* _YOUR ASSIGNMENT_: In the records that follow, find each line containing "Locustvale" and copy it.

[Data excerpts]
┄┄┄┄┄┄┄┄┄┄┄┄┄┄┄┄┄┄┄┄
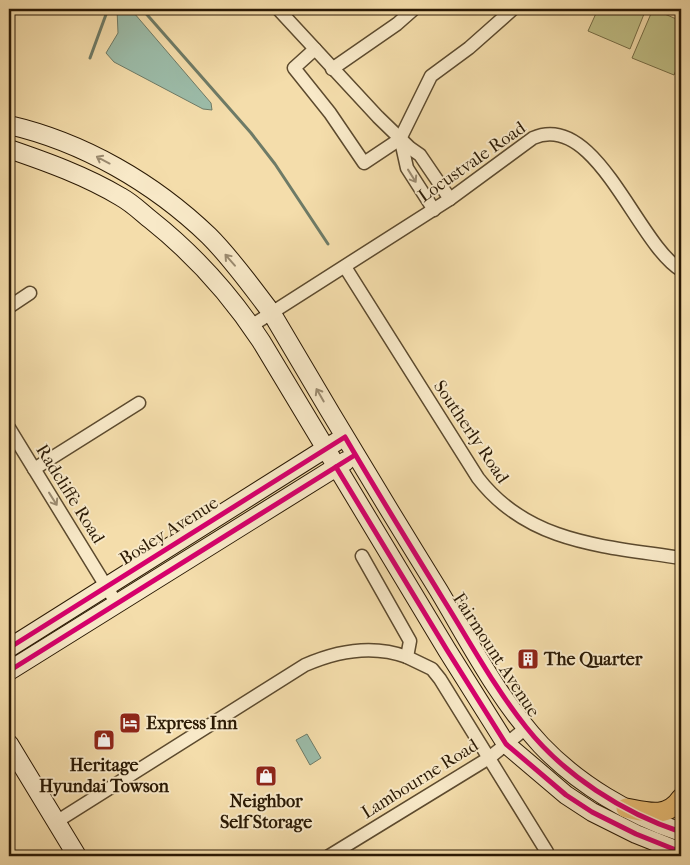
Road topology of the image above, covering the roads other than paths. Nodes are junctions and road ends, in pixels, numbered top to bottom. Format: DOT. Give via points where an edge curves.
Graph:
graph roads {
  1 [pos="278,9"];
  2 [pos="414,9"];
  3 [pos="513,9"];
  4 [pos="315,49"];
  5 [pos="332,69"];
  6 [pos="9,125"];
  7 [pos="400,138"];
  8 [pos="9,150"];
  9 [pos="450,200"];
  10 [pos="434,210"];
  11 [pos="344,267"];
  12 [pos="681,270"];
  13 [pos="30,293"];
  14 [pos="9,307"];
  15 [pos="271,312"];
  16 [pos="251,326"];
  17 [pos="139,403"];
  18 [pos="9,428"];
  19 [pos="345,437"];
  20 [pos="326,448"];
  21 [pos="355,455"];
  22 [pos="336,467"];
  23 [pos="34,469"];
  24 [pos="362,556"];
  25 [pos="681,558"];
  26 [pos="107,587"];
  27 [pos="117,604"];
  28 [pos="9,648"];
  29 [pos="406,657"];
  30 [pos="9,671"];
  31 [pos="526,728"];
  32 [pos="9,744"];
  33 [pos="506,744"];
  34 [pos="489,758"];
  35 [pos="681,798"];
  36 [pos="626,808"];
  37 [pos="56,822"];
  38 [pos="681,832"];
  39 [pos="547,852"];
  40 [pos="681,855"];
  41 [pos="77,856"];
  42 [pos="329,856"];
  1 -- 4 [label="street"];
  2 -- 5 [label="street"];
  3 -- 7 [label="street" via="432,76"];
  4 -- 5 [label="street"];
  4 -- 7 [label="street" via="294,68 364,163"];
  5 -- 7 [label="street"];
  15 -- 6 [label="main road, Fairmount Avenue, one-way" via="233,262 208,236 150,189 85,151"];
  7 -- 9 [label="street" via="426,162"];
  7 -- 10 [label="street, one-way" via="407,168"];
  8 -- 16 [label="main road" via="46,162 122,197 176,240 211,274"];
  9 -- 10 [label="street, Locustvale Road"];
  9 -- 12 [label="street, Locustvale Road" via="533,138 548,134 561,136 574,141 596,160 661,251"];
  10 -- 11 [label="street, Locustvale Road"];
  11 -- 15 [label="street, Locustvale Road"];
  11 -- 25 [label="street, Southerly Road" via="478,478 501,504 531,525 567,538"];
  13 -- 14 [label="street"];
  15 -- 16 [label="street, Locustvale Road"];
  19 -- 15 [label="main road, Fairmount Avenue, one-way"];
  16 -- 20 [label="main road"];
  17 -- 23 [label="street"];
  18 -- 23 [label="street, Radcliffe Road"];
  19 -- 20 [label="main road, Bosley Avenue"];
  19 -- 21 [label="main road, Fairmount Avenue"];
  20 -- 22 [label="main road"];
  20 -- 26 [label="main road, Bosley Avenue"];
  21 -- 22 [label="main road, Bosley Avenue"];
  21 -- 31 [label="main road, Fairmount Avenue" via="489,674"];
  22 -- 27 [label="main road, Bosley Avenue"];
  22 -- 33 [label="main road"];
  23 -- 26 [label="street, Radcliffe Road, one-way"];
  24 -- 29 [label="street" via="410,641"];
  26 -- 27 [label="street, Radcliffe Road"];
  26 -- 28 [label="main road, Bosley Avenue"];
  27 -- 30 [label="main road, Bosley Avenue"];
  29 -- 34 [label="street" via="432,669"];
  29 -- 37 [label="street" via="360,649 305,665"];
  31 -- 33 [label="street, Lambourne Road"];
  31 -- 36 [label="main road, Fairmount Avenue" via="560,763 595,790"];
  32 -- 37 [label="main road"];
  33 -- 34 [label="street, Lambourne Road"];
  33 -- 40 [label="main road" via="579,803"];
  34 -- 39 [label="street"];
  34 -- 42 [label="street, Lambourne Road"];
  35 -- 36 [label="main road" via="673,808 660,813"];
  36 -- 38 [label="main road, Fairmount Avenue"];
  37 -- 41 [label="main road"];
}
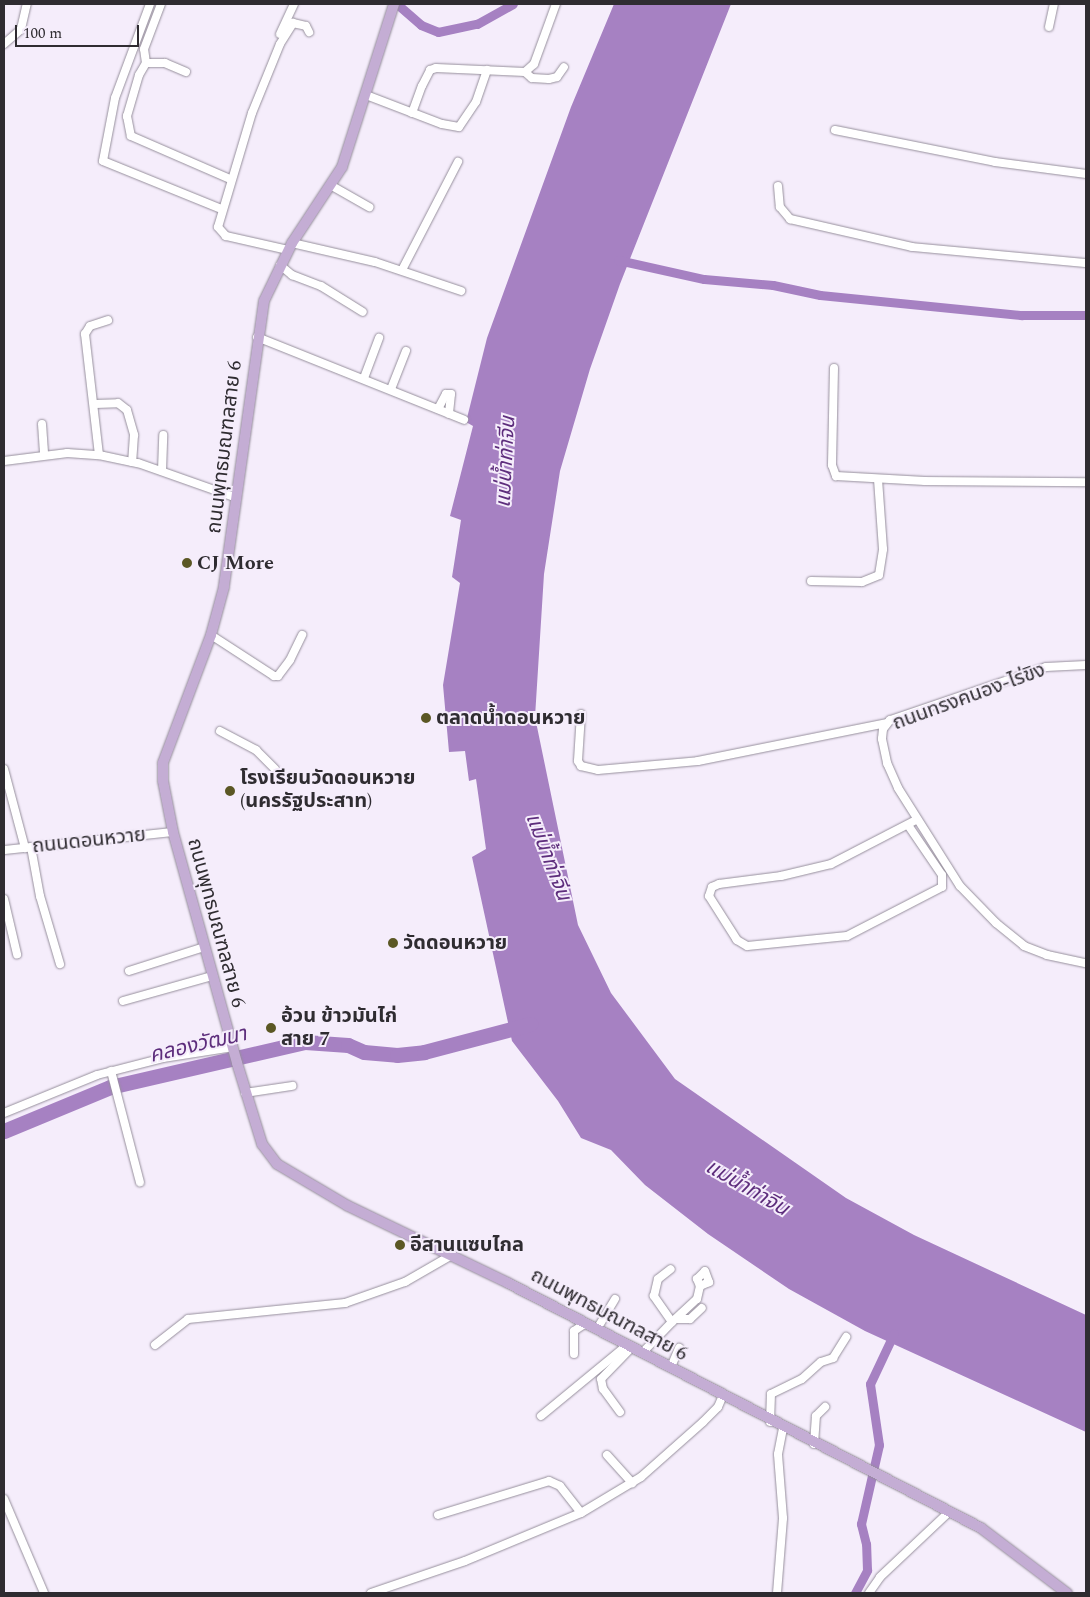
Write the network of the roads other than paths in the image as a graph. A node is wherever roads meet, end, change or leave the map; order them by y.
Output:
1 (27, 4) edge
2 (150, 4) edge
3 (161, 4) edge
4 (293, 4) edge
5 (556, 4) edge
6 (1054, 4) edge
7 (393, 7) edge
8 (1049, 26) dead end
9 (309, 32) dead end
10 (4, 44) edge
11 (280, 44) junction
12 (146, 63) junction
13 (564, 68) dead end
14 (487, 70) junction
15 (186, 72) dead end
16 (525, 72) junction
17 (366, 95) junction
18 (412, 113) junction
19 (835, 130) dead end
20 (458, 162) dead end
21 (1086, 174) edge
22 (230, 179) junction
23 (332, 186) junction
24 (778, 186) dead end
25 (369, 207) dead end
26 (221, 209) junction
27 (290, 246) junction
28 (1086, 262) edge
29 (280, 265) junction
30 (402, 270) junction
31 (461, 291) dead end
32 (363, 312) dead end
33 (108, 320) dead end
34 (257, 337) junction
35 (379, 338) dead end
36 (406, 351) dead end
37 (834, 368) dead end
38 (364, 378) junction
39 (391, 389) junction
40 (95, 404) junction
41 (438, 409) junction
42 (449, 414) junction
43 (464, 420) dead end
44 (42, 424) dead end
45 (163, 435) dead end
46 (44, 455) junction
47 (99, 455) junction
48 (4, 461) edge
49 (132, 462) junction
50 (162, 471) junction
51 (878, 480) junction
52 (1086, 482) edge
53 (237, 498) junction
54 (811, 581) dead end
55 (211, 635) junction
56 (302, 635) dead end
57 (1086, 665) edge
58 (581, 714) dead end
59 (886, 723) junction
60 (220, 731) dead end
61 (4, 769) edge
62 (275, 770) dead end
63 (916, 820) junction
64 (908, 825) junction
65 (173, 832) junction
66 (28, 847) junction
67 (4, 850) edge
68 (4, 900) edge
69 (204, 947) junction
70 (17, 954) dead end
71 (1086, 963) edge
72 (60, 964) dead end
73 (129, 970) dead end
74 (212, 976) junction
75 (123, 1001) dead end
76 (234, 1055) junction
77 (111, 1071) junction
78 (292, 1086) dead end
79 (245, 1092) junction
80 (4, 1113) edge
81 (140, 1182) dead end
82 (452, 1256) junction
83 (671, 1268) dead end
84 (700, 1286) dead end
85 (615, 1299) dead end
86 (702, 1308) dead end
87 (674, 1320) junction
88 (586, 1323) junction
89 (598, 1329) junction
90 (846, 1337) dead end
91 (155, 1345) dead end
92 (629, 1346) junction
93 (679, 1348) dead end
94 (642, 1353) junction
95 (574, 1354) dead end
96 (671, 1367) junction
97 (723, 1395) junction
98 (825, 1407) dead end
99 (620, 1412) dead end
100 (541, 1416) dead end
101 (770, 1422) junction
102 (783, 1428) junction
103 (814, 1444) junction
104 (607, 1455) dead end
105 (632, 1483) junction
106 (4, 1499) edge
107 (949, 1512) junction
108 (581, 1514) junction
109 (438, 1515) dead end
110 (872, 1591) edge
111 (44, 1593) edge
112 (371, 1593) edge
113 (777, 1593) edge
114 (1067, 1593) edge

1 - 10 street
2 - 26 street
3 - 12 street
4 - 11 street
5 - 16 street
6 - 8 street
7 - 17 main road, ถนนพุทธมณฑลสาย 6
9 - 11 street
11 - 22 street
12 - 15 street
12 - 22 street
13 - 16 street
14 - 16 street
14 - 18 street
14 - 18 street
17 - 18 street
17 - 23 main road, ถนนพุทธมณฑลสาย 6
19 - 21 street
20 - 30 street
22 - 26 street
23 - 25 street
23 - 27 main road, ถนนพุทธมณฑลสาย 6
24 - 28 street
26 - 27 street
27 - 29 main road, ถนนพุทธมณฑลสาย 6
27 - 30 street
29 - 32 street
29 - 34 main road, ถนนพุทธมณฑลสาย 6
30 - 31 street
33 - 40 street
34 - 38 street
34 - 53 main road, ถนนพุทธมณฑลสาย 6
35 - 38 street
36 - 39 street
37 - 51 street
38 - 39 street
39 - 41 street
40 - 47 street
40 - 49 street
41 - 42 street
41 - 42 street
42 - 43 street
44 - 46 street
45 - 50 street
46 - 47 street
46 - 48 street
47 - 49 street
49 - 50 street
50 - 53 street
51 - 52 street
51 - 54 street
53 - 55 main road, ถนนพุทธมณฑลสาย 6
55 - 56 street
55 - 65 main road, ถนนพุทธมณฑลสาย 6
57 - 59 street, ถนนทรงคนอง-ไร่ขิง
58 - 59 street
59 - 63 street, ถนนทรงคนอง-ไร่ขิง
60 - 62 street
61 - 66 street
63 - 64 street
63 - 71 street, ถนนทรงคนอง-ไร่ขิง
64 - 64 street
65 - 66 street, ถนนดอนหวาย
65 - 69 main road, ถนนพุทธมณฑลสาย 6
66 - 67 street, ถนนดอนหวาย
66 - 72 street
68 - 70 street
69 - 73 street
69 - 74 main road, ถนนพุทธมณฑลสาย 6
74 - 75 street
74 - 76 main road, ถนนพุทธมณฑลสาย 6
76 - 77 street
76 - 79 main road, ถนนพุทธมณฑลสาย 6
77 - 80 street
77 - 81 street
78 - 79 street
79 - 82 main road, ถนนพุทธมณฑลสาย 6
82 - 88 main road, ถนนพุทธมณฑลสาย 6
82 - 91 street
83 - 87 street
84 - 87 street
85 - 89 street
86 - 87 street
87 - 94 street
88 - 89 main road, ถนนพุทธมณฑลสาย 6
88 - 95 street
89 - 92 main road, ถนนพุทธมณฑลสาย 6
90 - 101 street
92 - 94 main road, ถนนพุทธมณฑลสาย 6
92 - 99 street
92 - 100 street
93 - 96 street
94 - 96 main road, ถนนพุทธมณฑลสาย 6
96 - 97 main road, ถนนพุทธมณฑลสาย 6
97 - 101 main road, ถนนพุทธมณฑลสาย 6
97 - 105 street
98 - 103 street
101 - 102 main road, ถนนพุทธมณฑลสาย 6
102 - 103 main road, ถนนพุทธมณฑลสาย 6
102 - 113 street
103 - 107 main road, ถนนพุทธมณฑลสาย 6
104 - 105 street
105 - 108 street
106 - 111 street
107 - 110 street
107 - 114 main road, ถนนพุทธมณฑลสาย 6
108 - 109 street
108 - 112 street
┄┄┄┄┄┄┄┄┄┄┄┄┄┄┄┄┄┄┄┄
* _ANSWER SPACE_:
  9 -- 10 [label="street, Locustvale Road"];
  9 -- 12 [label="street, Locustvale Road" via="533,138 548,134 561,136 574,141 596,160 661,251"];
  10 -- 11 [label="street, Locustvale Road"];
  11 -- 15 [label="street, Locustvale Road"];
  15 -- 16 [label="street, Locustvale Road"];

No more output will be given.